Last month, mutual-fund managers for Putnam and other investment companies were caught manipulating fund investments for personal gain by Massachusetts regulators and the Securities and Exchange Commission.
Investment managers at Putnam, Janus Capital Group, FleetBoston Financial Corp. and Pilgrim Baxter & Associates have been named in an investment trading scandal that has sent the county searching for a new investment group.
The county took action because members of the county's committee that oversees investments have a legal and fiduciary responsibility to its employees.
"It's a smart move," said San Bernardino County Treasurer Dick Larson. That county does not have investments with Putnam, Larson said by telephone.
Public and private investors have pulled $22 billion in assets from Boston-based Putnam. The California Public Employees' Retirement System, CalPERS, on Monday divested $1.2billion from Putnam. On Wednesday, Oregon officials pulled $500 million in state pension funds from the company.

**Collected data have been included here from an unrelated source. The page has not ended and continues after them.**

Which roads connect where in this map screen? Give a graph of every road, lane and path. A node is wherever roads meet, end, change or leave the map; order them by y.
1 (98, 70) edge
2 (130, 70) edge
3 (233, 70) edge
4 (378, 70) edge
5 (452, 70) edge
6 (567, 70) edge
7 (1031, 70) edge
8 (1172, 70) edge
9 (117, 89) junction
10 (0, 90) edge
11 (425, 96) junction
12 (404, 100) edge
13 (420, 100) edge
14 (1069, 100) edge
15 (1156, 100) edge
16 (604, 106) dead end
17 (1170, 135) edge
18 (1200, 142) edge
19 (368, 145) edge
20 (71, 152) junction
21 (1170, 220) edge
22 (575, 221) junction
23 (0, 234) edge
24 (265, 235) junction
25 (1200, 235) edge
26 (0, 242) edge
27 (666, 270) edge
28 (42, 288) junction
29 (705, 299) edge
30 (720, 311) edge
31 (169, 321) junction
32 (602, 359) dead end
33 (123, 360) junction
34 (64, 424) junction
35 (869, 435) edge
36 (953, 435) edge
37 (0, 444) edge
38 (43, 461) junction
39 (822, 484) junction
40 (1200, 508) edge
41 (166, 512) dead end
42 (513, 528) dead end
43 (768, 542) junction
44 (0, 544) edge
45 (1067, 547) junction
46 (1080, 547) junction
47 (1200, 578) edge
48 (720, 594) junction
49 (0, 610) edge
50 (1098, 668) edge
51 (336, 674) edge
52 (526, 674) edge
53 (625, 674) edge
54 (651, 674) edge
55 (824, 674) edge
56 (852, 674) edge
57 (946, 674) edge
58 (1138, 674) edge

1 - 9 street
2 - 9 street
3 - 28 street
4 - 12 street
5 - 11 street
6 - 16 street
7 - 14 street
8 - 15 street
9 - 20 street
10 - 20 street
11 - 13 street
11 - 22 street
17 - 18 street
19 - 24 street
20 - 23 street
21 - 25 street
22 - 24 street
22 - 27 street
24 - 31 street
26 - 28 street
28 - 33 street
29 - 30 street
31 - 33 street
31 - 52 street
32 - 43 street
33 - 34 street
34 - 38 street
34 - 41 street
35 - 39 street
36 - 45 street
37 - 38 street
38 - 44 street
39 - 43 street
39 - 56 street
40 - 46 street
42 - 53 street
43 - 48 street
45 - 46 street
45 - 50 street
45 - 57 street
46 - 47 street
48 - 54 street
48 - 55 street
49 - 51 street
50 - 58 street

Before the scandal, the company had $277 million under management, according to its Web site.
The investment scandal not only has investors pulling their money out of Putnam, but also suing.
The $10 million with Putnam represents about 10 percent of the total money invested by county employees in programs similar to a 401k.
"Our employees shouldn't have to suffer financially because of the alleged unscrupulous actions of Putnam and we're doing everything in our power to keep them from being harmed," said Riverside County Supervisor John Tavaglione in a prepared statement.